The ecosystem preservation is critically important, but the global climate change is heavily influential in this area, particularly in the sensitive north latitudes. Hence, public awareness and participation beyond a superficial impression is key to the solution to this problem. The Alaskan native culture and wilderness extends all the way down through Canada to the Pacific Northwest, and is very prevalent in the Seattle historic parks and cultural galleries. They embody a way of life that adapted to the natural ecology, and was able to exist within it.These influences can be seen in the Alaskan native architecture that adapted to the climate and terrain thousands of years ago, which has been preserved most fully in the wilderness park areas. Some of the areas of Alaska that have not yet been built out still have the rough-and-tumble quality of the old logging, hunting and canning operations that were carried out in the region hundreds of years ago. These resources are in the process of being further built over and drilled out, and it's imperative that the public commitment to these wilderness lands be reinforced. Viable ecosystems are critical to human civilization.

This shot is from the Seward Highway south of Anchorage. Kenai Lake is fed by melting glaciers and does not have the silt that many of the lakes and streams have, which results in an emerald color. It's a good fishing spot, and this lake feeds into Ressurection Bay at Seward. At Seward, the Fijord cruises depart around the Kenai Peninsula, and we spotted otters, steller sea lions, harbor seals, humpback and grey whales, puffins, eagles, and gulls. On the Kenai Peninsula, along the steep banks of the Fijords, it's not hard to spot bears and mountain goats.

It's still possible to see some of the sunken forest beds and displaced landscape (by about two feet) resulting from the Good Friday earthquake of 1964 that created a tsunami (tidal wave) that essentially destroyed Seward. The harbor was rebuilt afterwards, and is currently undergoing a change of character as the fishing industry declines and the tourist industry increases.

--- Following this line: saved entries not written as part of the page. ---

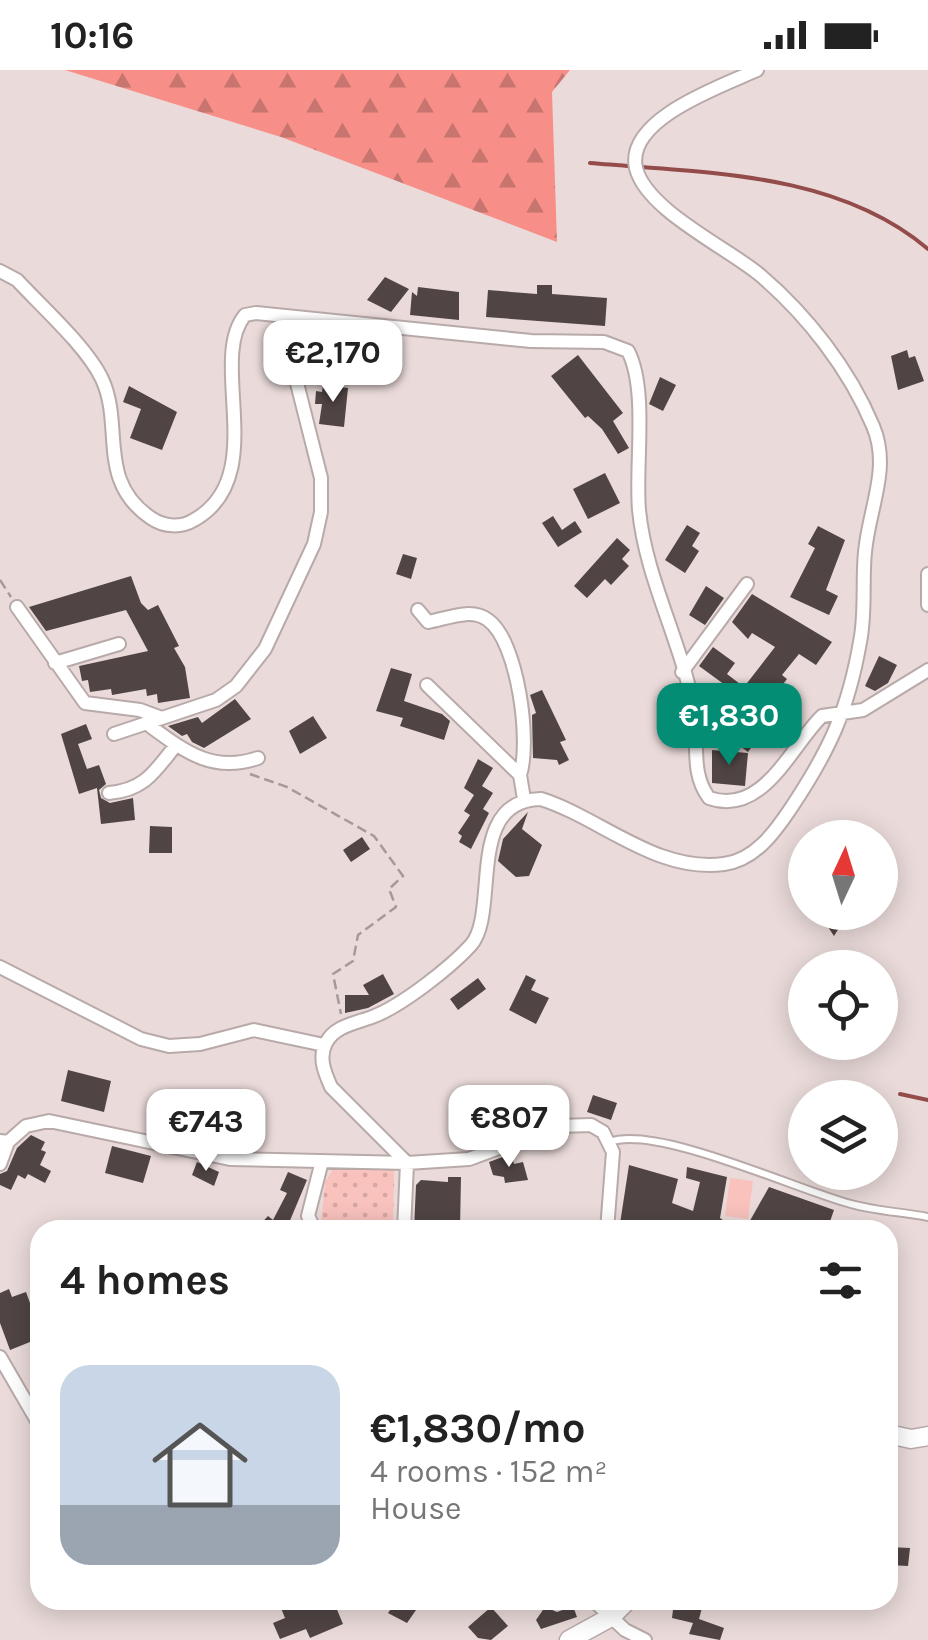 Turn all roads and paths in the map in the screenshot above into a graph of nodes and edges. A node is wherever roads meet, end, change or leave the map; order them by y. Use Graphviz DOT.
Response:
graph roads {
  1 [pos="757,70"];
  2 [pos="0,271"];
  3 [pos="280,316"];
  4 [pos="928,574"];
  5 [pos="0,580"];
  6 [pos="747,584"];
  7 [pos="928,606"];
  8 [pos="17,607"];
  9 [pos="418,610"];
  10 [pos="119,644"];
  11 [pos="55,663"];
  12 [pos="928,670"];
  13 [pos="682,672"];
  14 [pos="427,685"];
  15 [pos="843,711"];
  16 [pos="153,720"];
  17 [pos="114,734"];
  18 [pos="176,745"];
  19 [pos="258,758"];
  20 [pos="230,766"];
  21 [pos="520,775"];
  22 [pos="109,793"];
  23 [pos="524,799"];
  24 [pos="0,967"];
  25 [pos="346,1026"];
  26 [pos="324,1045"];
  27 [pos="4,1142"];
  28 [pos="610,1142"];
  29 [pos="322,1161"];
  30 [pos="407,1163"];
  31 [pos="0,1164"];
  32 [pos="928,1218"];
  33 [pos="310,1220"];
  34 [pos="404,1220"];
  35 [pos="606,1220"];
  36 [pos="0,1357"];
  37 [pos="30,1409"];
  38 [pos="928,1436"];
  39 [pos="898,1438"];
  40 [pos="603,1610"];
  41 [pos="619,1610"];
  42 [pos="611,1618"];
  43 [pos="569,1640"];
  44 [pos="645,1640"];
  1 -- 15 [label="street"];
  2 -- 3 [label="street"];
  3 -- 13 [label="street"];
  3 -- 16 [label="street"];
  4 -- 7 [label="street"];
  5 -- 8 [label="path"];
  6 -- 13 [label="street"];
  8 -- 11 [label="street"];
  9 -- 21 [label="street"];
  10 -- 11 [label="street"];
  11 -- 16 [label="street"];
  12 -- 15 [label="street"];
  13 -- 15 [label="street"];
  14 -- 21 [label="street"];
  15 -- 23 [label="street"];
  16 -- 17 [label="street"];
  16 -- 18 [label="street"];
  18 -- 20 [label="street"];
  18 -- 22 [label="street"];
  19 -- 20 [label="street"];
  20 -- 25 [label="path"];
  21 -- 23 [label="street"];
  23 -- 25 [label="street"];
  24 -- 26 [label="street"];
  25 -- 26 [label="street"];
  26 -- 30 [label="street"];
  27 -- 29 [label="street"];
  27 -- 31 [label="street"];
  28 -- 30 [label="street"];
  28 -- 32 [label="lane"];
  28 -- 35 [label="street"];
  29 -- 30 [label="street"];
  29 -- 33 [label="street"];
  30 -- 34 [label="street"];
  36 -- 37 [label="street"];
  38 -- 39 [label="main road"];
  40 -- 42 [label="street"];
  41 -- 42 [label="main road"];
  42 -- 43 [label="main road"];
  42 -- 44 [label="street"];
} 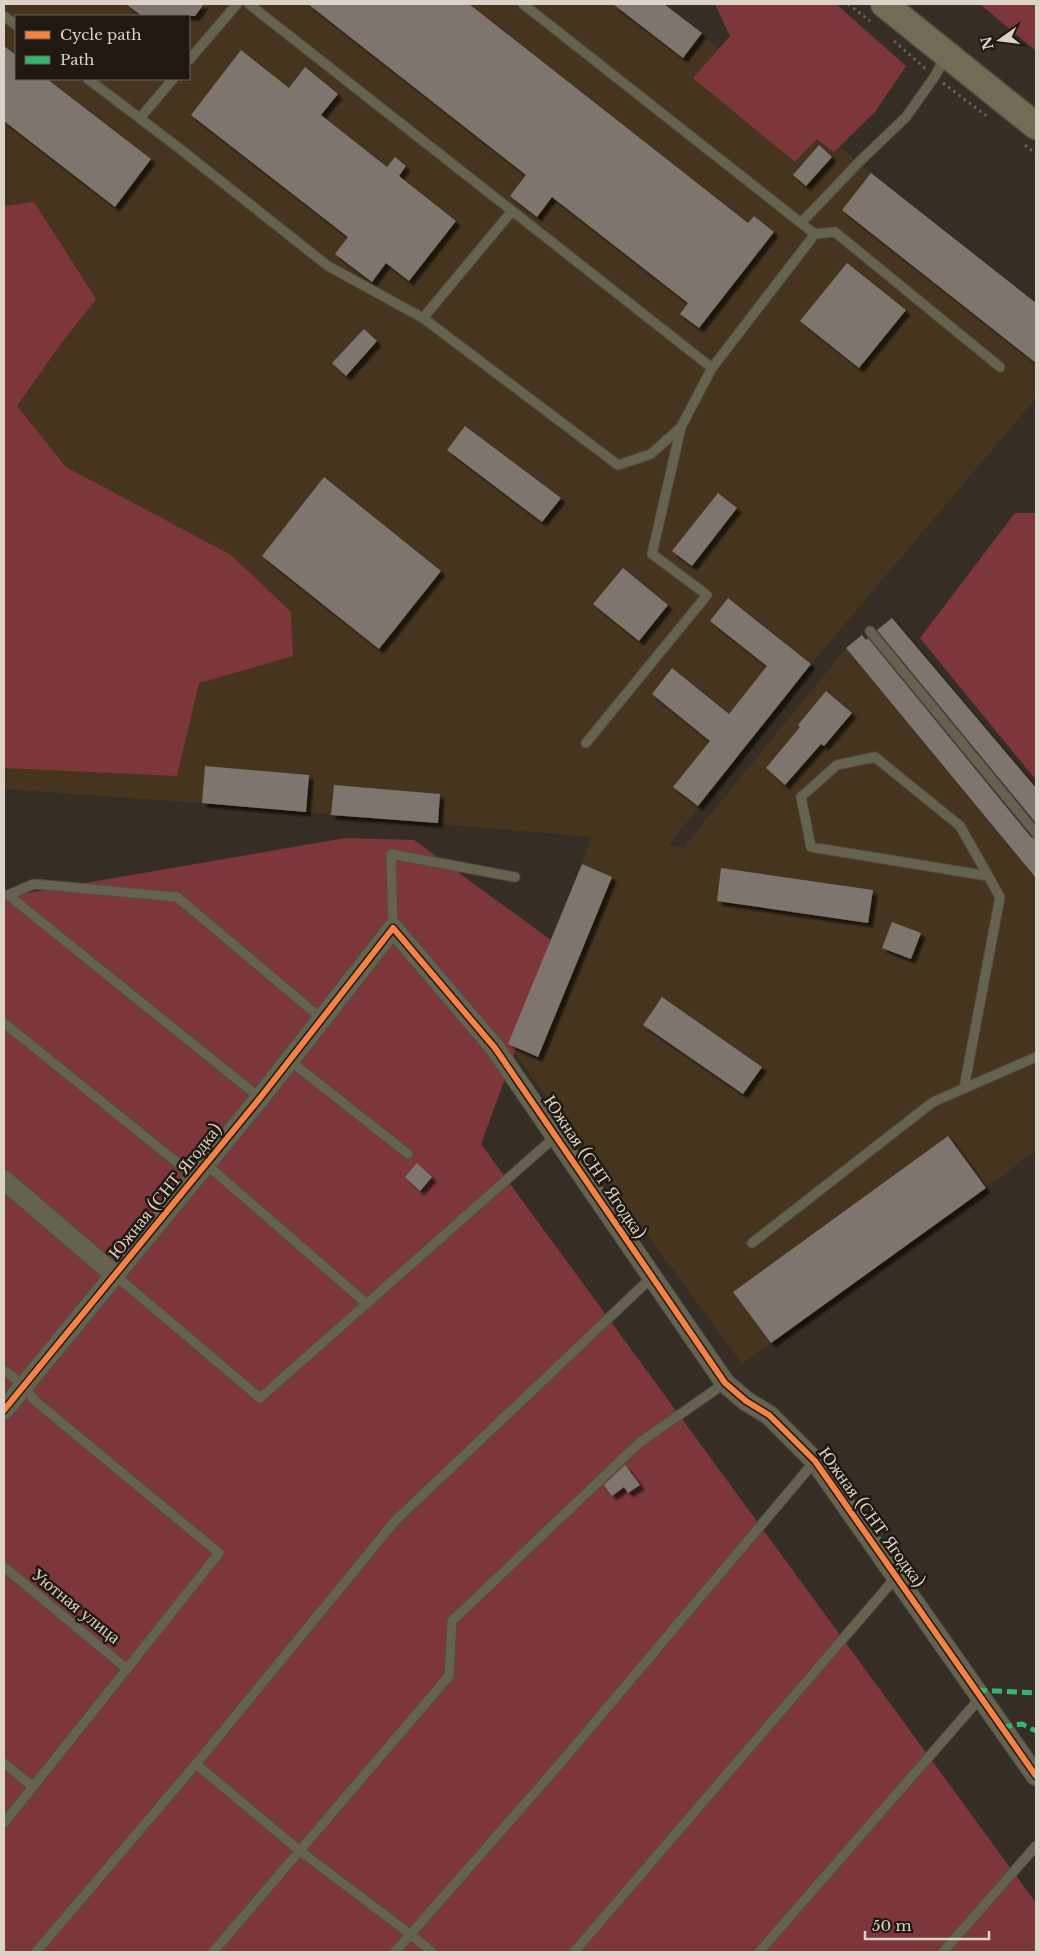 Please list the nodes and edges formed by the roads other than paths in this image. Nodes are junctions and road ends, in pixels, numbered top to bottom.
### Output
1 (237, 4) edge
2 (249, 4) edge
3 (523, 4) edge
4 (884, 4) edge
5 (4, 16) edge
6 (15, 24) edge
7 (948, 54) junction
8 (190, 59) edge
9 (89, 80) edge
10 (172, 80) edge
11 (140, 118) junction
12 (1036, 126) edge
13 (512, 211) junction
14 (801, 223) junction
15 (816, 234) junction
16 (424, 318) junction
17 (1000, 367) dead end
18 (712, 368) junction
19 (681, 427) junction
20 (870, 631) dead end
21 (586, 744) dead end
22 (1036, 832) edge
23 (988, 876) junction
24 (515, 877) dead end
25 (6, 895) edge
26 (393, 928) junction
27 (322, 1019) junction
28 (4, 1022) edge
29 (1036, 1057) edge
30 (289, 1060) junction
31 (964, 1088) junction
32 (260, 1098) junction
33 (556, 1136) junction
34 (408, 1154) dead end
35 (200, 1171) junction
36 (4, 1180) edge
37 (752, 1242) dead end
38 (116, 1276) junction
39 (652, 1277) junction
40 (366, 1304) junction
41 (4, 1370) edge
42 (725, 1383) junction
43 (24, 1386) junction
44 (4, 1410) edge
45 (815, 1461) junction
46 (4, 1568) edge
47 (897, 1576) junction
48 (127, 1669) junction
49 (981, 1697) junction
50 (4, 1763) edge
51 (196, 1764) junction
52 (1036, 1776) edge
53 (33, 1786) junction
54 (4, 1823) edge
55 (1036, 1846) edge
56 (300, 1852) junction
57 (410, 1934) junction
58 (36, 1952) edge
59 (213, 1952) edge
60 (395, 1952) edge
61 (432, 1952) edge
62 (574, 1952) edge
63 (759, 1952) edge
64 (943, 1952) edge

1 - 8 lane
2 - 13 lane
3 - 14 lane
4 - 7 main road
5 - 6 lane
7 - 12 main road
7 - 14 lane
9 - 11 lane
10 - 11 lane
11 - 16 lane
13 - 16 lane
13 - 18 lane
14 - 15 lane
15 - 17 lane
15 - 18 lane
16 - 19 lane
18 - 19 lane
19 - 21 lane
20 - 22 lane
23 - 23 lane
23 - 31 lane
24 - 26 lane
25 - 27 lane
25 - 32 lane
26 - 27 street, Южная (СНТ Ягодка)
26 - 33 street, Южная (СНТ Ягодка)
27 - 30 street, Южная (СНТ Ягодка)
28 - 35 lane
29 - 31 lane
30 - 32 street, Южная (СНТ Ягодка)
30 - 34 lane
31 - 37 lane
32 - 35 street, Южная (СНТ Ягодка)
33 - 39 street, Южная (СНТ Ягодка)
33 - 40 lane
35 - 38 street, Южная (СНТ Ягодка)
35 - 40 lane
36 - 38 street
38 - 40 lane
38 - 43 street, Южная (СНТ Ягодка)
39 - 42 street, Южная (СНТ Ягодка)
39 - 51 lane
41 - 43 lane
42 - 45 street, Южная (СНТ Ягодка)
42 - 56 lane
43 - 44 street, Южная (СНТ Ягодка)
43 - 48 lane
45 - 47 street, Южная (СНТ Ягодка)
45 - 57 lane
46 - 48 lane, Уютная улица
47 - 49 street, Южная (СНТ Ягодка)
47 - 62 lane
48 - 53 lane
49 - 52 street, Южная (СНТ Ягодка)
49 - 63 lane
50 - 53 lane
51 - 56 lane
51 - 58 lane
53 - 54 lane
55 - 64 lane
56 - 57 lane
56 - 59 lane
57 - 60 lane
57 - 61 lane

Monday, September 28, 2009

City as a Node of Intelligence

How cities grow like brains; an article from Science Daily. Interconnectedness is just as important to cities as it is to brains, according to researchers who've just released a study about the organizational similarities between cities and brains. Cities grow in an organic fashion, and increase the availability of knowledge, resources, commerce and trade. In other words, it increases the sheer number of potential interconnections that people and businesses thrive on . This can be traced through infrastructure networks, such as roads and highways, power, phone and internet. These opportunities increase exponentially for structural and organizational strategies that are effective for its residents and workers. Universities, colleges, convention centers and business incubators (biotech, etc.) represent key urban area draws for this reason, since their connection networks foster innovation, commercial production and knowledge-sharing throughout a region.

This quality of cities has been recognized for centuries as human civilization expanded out of Mesopotamia and urban centers took root along trade routes and grew into major centers of exchange. The evolutionary aspect of this built form has been investigated by Soleri in his arcology studies at Arcosanti, based upon the concept that the noosphere's growth in dense living configurations fosters human evolution.